Without a doubt, our Lord faces a ginormous challenge to get our attention:
“Behold, I stand at the door and knock: if any man hears My voice…’’ (Rev 3:20).
Can anyone hear any knocking with all the clicking? We are too busy, too engrossed, too progressive.
Yet He continues to pursue our hearts relentlessly, till we cry out: “Where can I flee from your presence?’’ (Ps 139:7).
Does what I do with (and what’s in) my phone relates to what’s upon my heart? What we give priority to, often best describes the state of our heart. Audaciously, He knocked on my door one day and asked to check out my personal phone! Dare I let Him do so?
Communication and Social Media (The Living Hall)
The first question that the Master asked me was, “What do you use the phone for, mostly?’’
I replied smugly, “Connecting with the world, obviously!’’
To Alexander Bell, the inventor of the telephone in 1876, that’s the basic function of a phone. The mobile phone only swept the world in 1973 — an invention by Motorola. Today, it has taken centre stage, like the Living Hall where guests gather, where we connect and communicate.
But now there’s much more furnishings. We have Email, Skype and best of all, it’s all for free! You may have forgotten how expensive overseas call charges were in the past. Social Media platforms, from WeChat to Instagram, turns the art of yakking2 into fast-finger texting, and our fingers have not stopped texting since.
The Master checked my contact lists and (gasps!) what I texted on my various apps. I grimaced glumly as I remembered some of the jokes or messages that might offend Him. Fortunately, most of them were nothing too foul.
He searched through the pictures and videos stored under various files. I was flabbergasted to realise that He knows the smart features so well! He searched every nook and cranny like a Pro. I was beginning to profuse a little. I cracked my head to recall if there were any “unfit” items that I may have forgotten to delete. He paused to show me some pictures that I would rather not see.
I tried to divert His attention: “Would you like to see some of the strategy games I play on the phone?’’
He cast me a glance that reminded me of the one He once cast on Peter in a courtyard (Lk 22:61). I thought it wise to speak only when spoken to.
He pressed on, “Are you connecting and communicating? Huh? Any difference?”
He said my messages were mostly on trivial matters…and gossips! With plenty of frivolous fun thrown in: jokes, shopping, best makan3 places, et cetera. There was little in them that was edifying or of encouragement to others. He pointed out that the last call I made was a fortnight ago.
What do I communicate? Who do I communicate with frequently? How much time am I spending texting? Checking for messages?
A way to reduce its tenuous grip on us may be to consciously limit reaching out to the phone.
Be it via text, call or Facetime, He was ultimately asking: Am I making wise use of my time? Am I with Him in His business of relating with people and meeting their needs?
“For where your treasure is, there your heart will be also’’ (Mt 6:21).
Internet WWW (The Study Room)
This is like my Study Room and Library with the encyclopaedia at my fingertips.

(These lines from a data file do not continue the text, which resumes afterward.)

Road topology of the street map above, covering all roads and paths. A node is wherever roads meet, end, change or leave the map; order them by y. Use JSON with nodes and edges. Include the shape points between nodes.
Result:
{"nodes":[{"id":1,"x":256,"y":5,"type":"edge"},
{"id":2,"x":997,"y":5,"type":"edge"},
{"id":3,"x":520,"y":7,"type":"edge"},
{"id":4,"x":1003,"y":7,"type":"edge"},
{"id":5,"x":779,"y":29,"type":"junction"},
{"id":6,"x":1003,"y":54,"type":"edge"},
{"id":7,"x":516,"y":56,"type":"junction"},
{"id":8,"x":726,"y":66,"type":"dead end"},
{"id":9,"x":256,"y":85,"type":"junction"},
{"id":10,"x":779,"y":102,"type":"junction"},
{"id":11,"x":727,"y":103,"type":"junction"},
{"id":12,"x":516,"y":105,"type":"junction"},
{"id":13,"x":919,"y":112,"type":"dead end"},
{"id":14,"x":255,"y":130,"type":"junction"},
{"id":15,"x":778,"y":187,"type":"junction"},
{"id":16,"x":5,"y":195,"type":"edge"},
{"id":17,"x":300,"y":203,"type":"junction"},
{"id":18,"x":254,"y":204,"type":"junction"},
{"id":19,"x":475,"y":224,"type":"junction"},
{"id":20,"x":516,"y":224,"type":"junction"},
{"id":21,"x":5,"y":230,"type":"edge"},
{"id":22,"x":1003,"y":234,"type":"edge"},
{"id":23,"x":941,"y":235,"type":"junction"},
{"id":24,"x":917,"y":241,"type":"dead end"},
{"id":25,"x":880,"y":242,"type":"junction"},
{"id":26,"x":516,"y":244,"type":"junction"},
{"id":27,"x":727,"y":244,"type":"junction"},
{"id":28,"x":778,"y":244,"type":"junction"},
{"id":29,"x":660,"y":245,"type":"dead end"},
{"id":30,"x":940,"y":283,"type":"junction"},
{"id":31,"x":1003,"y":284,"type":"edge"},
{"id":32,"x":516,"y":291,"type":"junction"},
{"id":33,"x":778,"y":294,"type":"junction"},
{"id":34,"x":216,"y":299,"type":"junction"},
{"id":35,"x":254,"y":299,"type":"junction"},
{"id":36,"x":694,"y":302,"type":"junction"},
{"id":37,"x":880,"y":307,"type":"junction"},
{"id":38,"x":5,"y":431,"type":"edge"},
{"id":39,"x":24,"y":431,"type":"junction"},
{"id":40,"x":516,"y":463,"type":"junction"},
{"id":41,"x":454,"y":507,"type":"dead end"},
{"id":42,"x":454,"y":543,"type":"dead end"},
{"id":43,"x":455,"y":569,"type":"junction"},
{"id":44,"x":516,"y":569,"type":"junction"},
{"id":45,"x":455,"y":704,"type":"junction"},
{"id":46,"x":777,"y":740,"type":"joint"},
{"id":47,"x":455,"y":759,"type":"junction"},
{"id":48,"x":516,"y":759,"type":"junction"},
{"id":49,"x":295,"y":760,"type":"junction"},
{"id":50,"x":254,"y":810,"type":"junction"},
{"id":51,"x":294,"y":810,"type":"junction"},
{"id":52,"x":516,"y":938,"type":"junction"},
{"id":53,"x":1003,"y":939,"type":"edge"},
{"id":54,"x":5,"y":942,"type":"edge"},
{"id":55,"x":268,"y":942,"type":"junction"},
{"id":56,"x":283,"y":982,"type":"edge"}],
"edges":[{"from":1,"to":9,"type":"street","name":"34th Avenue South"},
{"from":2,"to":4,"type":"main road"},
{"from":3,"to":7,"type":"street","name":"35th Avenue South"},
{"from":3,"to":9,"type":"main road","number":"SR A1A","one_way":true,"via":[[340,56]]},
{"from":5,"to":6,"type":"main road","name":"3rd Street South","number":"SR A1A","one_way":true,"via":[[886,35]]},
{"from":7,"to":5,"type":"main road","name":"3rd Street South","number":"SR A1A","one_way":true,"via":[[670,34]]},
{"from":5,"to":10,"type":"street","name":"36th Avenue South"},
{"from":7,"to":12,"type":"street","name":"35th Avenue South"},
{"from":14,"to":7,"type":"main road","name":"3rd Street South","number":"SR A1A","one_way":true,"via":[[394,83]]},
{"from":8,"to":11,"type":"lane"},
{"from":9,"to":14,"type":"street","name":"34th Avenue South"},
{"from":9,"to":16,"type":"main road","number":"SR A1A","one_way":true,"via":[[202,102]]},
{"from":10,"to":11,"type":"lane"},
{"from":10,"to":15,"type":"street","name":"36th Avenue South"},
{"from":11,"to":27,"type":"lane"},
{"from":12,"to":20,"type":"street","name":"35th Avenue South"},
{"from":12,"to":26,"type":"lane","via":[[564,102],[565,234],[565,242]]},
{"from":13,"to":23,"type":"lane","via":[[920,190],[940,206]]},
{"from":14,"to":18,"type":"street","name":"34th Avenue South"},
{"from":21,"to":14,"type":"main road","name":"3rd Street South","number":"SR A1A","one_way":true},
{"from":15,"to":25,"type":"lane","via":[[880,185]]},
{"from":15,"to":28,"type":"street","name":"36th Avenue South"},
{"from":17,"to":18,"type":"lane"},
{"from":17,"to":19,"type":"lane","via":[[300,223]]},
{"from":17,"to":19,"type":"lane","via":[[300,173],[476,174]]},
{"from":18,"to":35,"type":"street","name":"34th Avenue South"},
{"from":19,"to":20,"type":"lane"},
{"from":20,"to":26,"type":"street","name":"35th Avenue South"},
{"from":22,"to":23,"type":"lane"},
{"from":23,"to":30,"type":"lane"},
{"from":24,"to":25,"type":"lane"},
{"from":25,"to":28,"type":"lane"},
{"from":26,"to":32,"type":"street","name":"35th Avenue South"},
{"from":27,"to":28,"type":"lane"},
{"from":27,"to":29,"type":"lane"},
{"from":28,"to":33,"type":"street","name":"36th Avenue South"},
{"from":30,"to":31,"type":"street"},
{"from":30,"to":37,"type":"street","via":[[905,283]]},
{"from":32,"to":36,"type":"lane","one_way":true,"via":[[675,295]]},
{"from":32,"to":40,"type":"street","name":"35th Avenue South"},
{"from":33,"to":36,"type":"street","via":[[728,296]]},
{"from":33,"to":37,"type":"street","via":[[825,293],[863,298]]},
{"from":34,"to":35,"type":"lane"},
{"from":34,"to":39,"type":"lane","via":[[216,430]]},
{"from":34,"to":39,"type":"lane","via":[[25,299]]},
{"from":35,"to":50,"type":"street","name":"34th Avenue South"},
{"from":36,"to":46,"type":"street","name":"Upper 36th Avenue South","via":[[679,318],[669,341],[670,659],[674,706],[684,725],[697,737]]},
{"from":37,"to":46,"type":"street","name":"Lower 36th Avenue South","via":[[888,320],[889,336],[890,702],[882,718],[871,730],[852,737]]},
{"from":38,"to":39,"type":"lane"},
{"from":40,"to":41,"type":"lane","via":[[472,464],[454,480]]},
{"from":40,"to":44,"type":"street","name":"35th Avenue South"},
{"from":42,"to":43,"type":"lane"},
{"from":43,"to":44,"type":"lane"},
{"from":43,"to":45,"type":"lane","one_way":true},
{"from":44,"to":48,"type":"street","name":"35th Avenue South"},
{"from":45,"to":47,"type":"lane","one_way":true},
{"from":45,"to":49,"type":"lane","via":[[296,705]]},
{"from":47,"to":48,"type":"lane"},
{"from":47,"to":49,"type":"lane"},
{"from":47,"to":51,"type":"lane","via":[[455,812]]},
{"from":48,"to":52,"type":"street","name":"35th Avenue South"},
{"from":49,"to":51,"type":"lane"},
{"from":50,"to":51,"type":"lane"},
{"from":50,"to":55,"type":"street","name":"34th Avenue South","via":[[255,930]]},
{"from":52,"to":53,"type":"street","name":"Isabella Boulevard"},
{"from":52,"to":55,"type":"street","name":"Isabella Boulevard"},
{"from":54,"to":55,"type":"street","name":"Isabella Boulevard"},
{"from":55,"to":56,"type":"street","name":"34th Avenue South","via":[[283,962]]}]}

Everything I want to know can be found here, even how to build a nuclear bomb. The Internet is a monster that buzzes 24/7. Every second, some 6,000 tweets are sent; 40,000 Google queries are searched; and more than 2 million emails are sent.4 It is so invasive and pervasive.
People surf the internet while crossing the roads, exercising, having meals together, and even at traffic light stops. It crept into the worship services too. It is a common sight to see people surfing the net when the preacher becomes a tad long-winded; even when the bread and wine are being passed around.

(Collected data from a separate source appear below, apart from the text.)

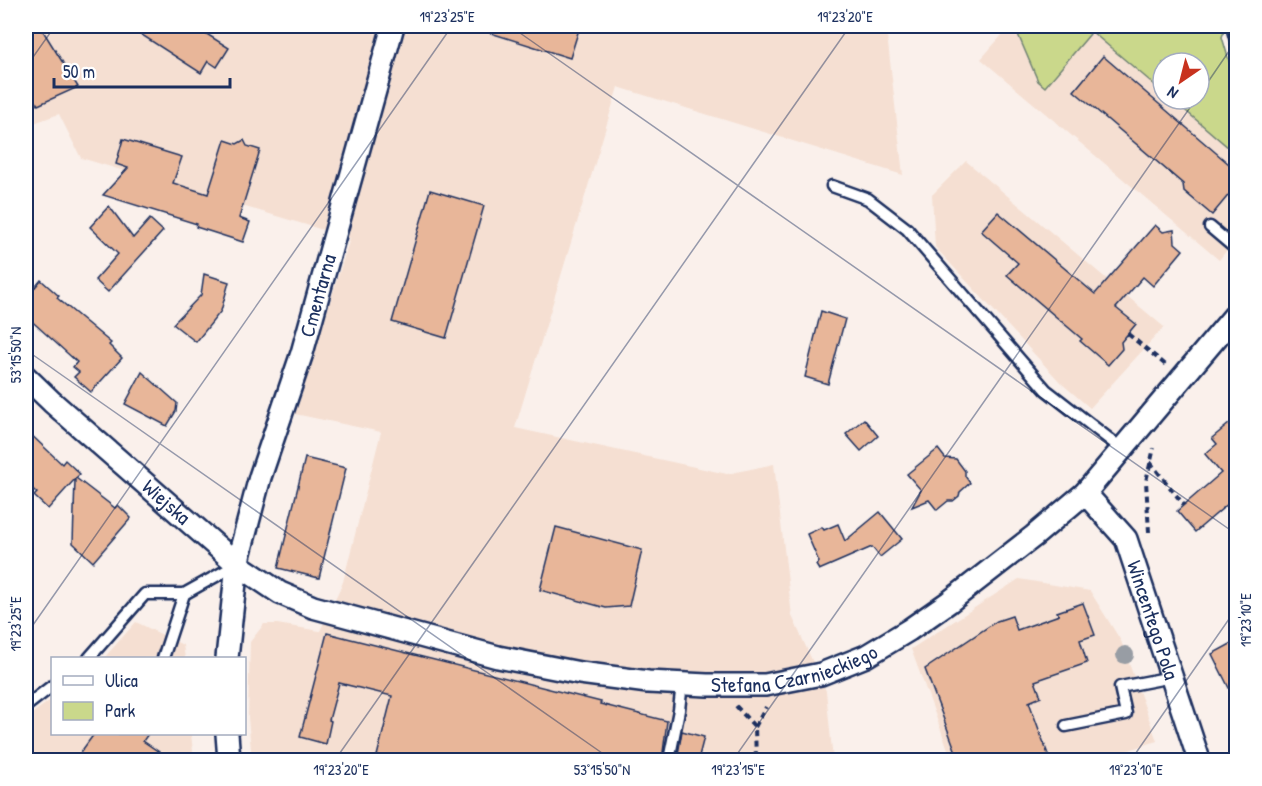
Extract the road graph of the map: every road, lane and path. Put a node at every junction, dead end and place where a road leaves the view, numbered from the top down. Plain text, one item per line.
1 (393, 26) edge
2 (1236, 26) edge
3 (1236, 41) edge
4 (832, 186) dead end
5 (1229, 195) dead end
6 (1236, 201) edge
7 (1210, 227) dead end
8 (1236, 249) edge
9 (1236, 314) edge
10 (1128, 334) dead end
11 (1173, 370) dead end
12 (26, 377) edge
13 (1160, 440) dead end
14 (1122, 449) junction
15 (1150, 462) junction
16 (1085, 493) junction
17 (1184, 505) dead end
18 (1149, 540) dead end
19 (237, 564) junction
20 (184, 594) junction
21 (90, 657) edge
22 (163, 657) edge
23 (227, 657) edge
24 (1172, 676) junction
25 (682, 683) junction
26 (51, 687) edge
27 (770, 699) dead end
28 (735, 704) dead end
29 (26, 706) edge
30 (1066, 726) dead end
31 (755, 727) junction
32 (227, 735) edge
33 (229, 760) edge
34 (669, 760) edge
35 (756, 760) edge
36 (1199, 760) edge

1 - 19 street, Cmentarna
2 - 3 lane
4 - 14 lane
5 - 6 path
7 - 8 lane
9 - 14 street, Stefana Czarnieckiego
10 - 11 path
12 - 19 street, Wiejska
13 - 15 path
14 - 16 street, Stefana Czarnieckiego
15 - 17 path
15 - 18 path
16 - 24 street, Wincentego Pola
16 - 25 street, Stefana Czarnieckiego
19 - 20 lane
19 - 23 street
19 - 25 street, Stefana Czarnieckiego
20 - 21 lane
20 - 22 lane
24 - 30 lane
24 - 36 street, Wincentego Pola
25 - 34 lane
26 - 29 lane
27 - 31 path
28 - 31 path
31 - 35 path
32 - 33 street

Fidgeting with the mobile became addictive and habitual — the first thing we turn to when awake, and the last thing we caress before turning in. One research showed that globally, in 2019, people spent an average of close to 7 hours a day online.5 This will translate to about 40% of our productive time.
The Master searched out some websites and said, “There is a humongous amount of knowledge on the internet. You can improve your skillsets or learn a new hobby.’’

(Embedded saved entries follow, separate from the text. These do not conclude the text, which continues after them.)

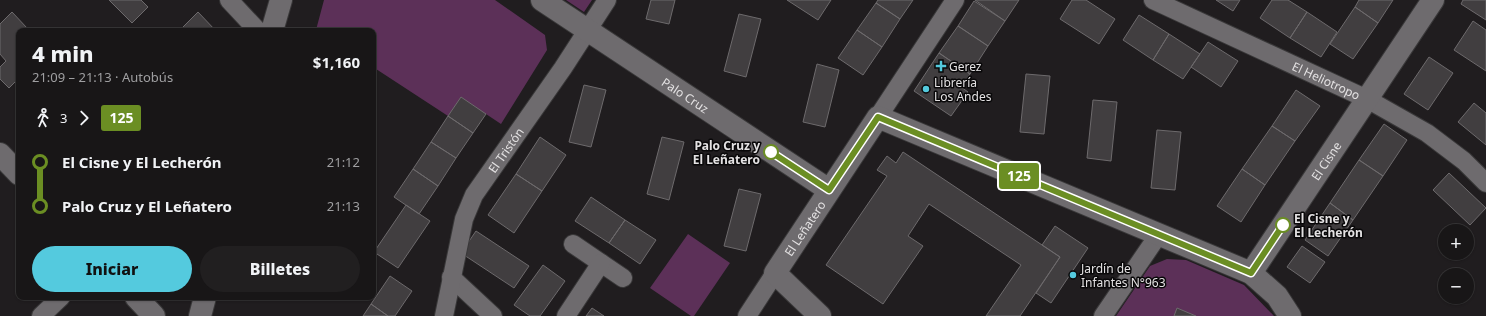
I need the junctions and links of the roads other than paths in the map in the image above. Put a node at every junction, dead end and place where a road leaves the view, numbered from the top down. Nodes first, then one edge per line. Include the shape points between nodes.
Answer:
1 (229, 0) edge
2 (281, 0) edge
3 (542, 0) edge
4 (607, 0) edge
5 (955, 0) edge
6 (1153, 0) edge
7 (1434, 0) edge
8 (255, 28) edge
9 (273, 28) edge
10 (588, 30) junction
11 (1367, 99) junction
12 (878, 117) junction
13 (0, 154) edge
14 (16, 171) edge
15 (1486, 183) edge
16 (829, 190) junction
17 (1159, 234) junction
18 (573, 244) dead end
19 (601, 263) junction
20 (775, 273) junction
21 (1251, 273) junction
22 (451, 277) junction
23 (623, 278) dead end
24 (58, 300) edge
25 (139, 300) edge
26 (204, 300) edge
27 (41, 316) edge
28 (154, 316) edge
29 (200, 316) edge
30 (444, 316) edge
31 (493, 316) edge
32 (566, 316) edge
33 (747, 316) edge
34 (820, 316) edge
35 (1103, 316) edge
36 (1290, 316) edge

1 - 8 street
2 - 9 street
3 - 10 street, Palo Cruz
4 - 10 street, El Tristón
5 - 12 street, El Leñatero
6 - 11 street, El Heliotropo
7 - 11 street, El Cisne
10 - 16 street, Palo Cruz
10 - 22 street, El Tristón via 474,195 464,219
11 - 15 street, El Heliotropo via 1428,133 1464,161
11 - 21 street, El Cisne
12 - 16 street, El Leñatero
12 - 17 street
13 - 14 street
16 - 20 street, El Leñatero
17 - 21 street
17 - 35 street
18 - 19 street
19 - 23 street
19 - 32 street
20 - 33 street, El Leñatero
20 - 34 street
21 - 36 street via 1277,296
22 - 30 street, El Tristón
22 - 31 street
24 - 27 street
25 - 28 street
26 - 29 street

He elaborated, “The Internet is basically an engine — a tool for good or for evil.”
He warned about the negative effects from surfing the Internet, which are like the effects of watching too much television. It’s primarily passive, such that it can overwhelm your brain, making it numb. You consume but you don’t process or create anything.
He said, “It can make you a Hikikomori.’’ 6 (Wow! He even knows modern slangs!)
“So,” he asked, “How can you make good use of the Internet? You can learn to be a theologian or an internet apologist.’’
Make use of the internet’s potential — wisely.
YouTube and Entertainment Apps (The Play Room)
This is my Play Room for music, games and videos.
Most of them are free of charge too. YouTube took off with its first video in 2005 and since then, there are now more than 37 million YouTube channels out there. It has more than 2.3 billion users in over 100 countries7 — astonishing on every count. And of course, there is free online pornography that even minors can easily access. About 35% of all internet downloads are pornographic.
Lucifer sorely remembered the lost bet he had with God about Job. Grinning elatedly, he gloated over the winning ace he now holds in his palm.
It’s big business too. Global consumer spending on Mobile Apps reached $133 billion in 2021.8 Clash of Clans made more than US$7 billion in revenue.9 Online Games are extremely addictive and have led to suicides and depressions. Laws were recently passed in China to limit minors to just three hours of online game playing a week.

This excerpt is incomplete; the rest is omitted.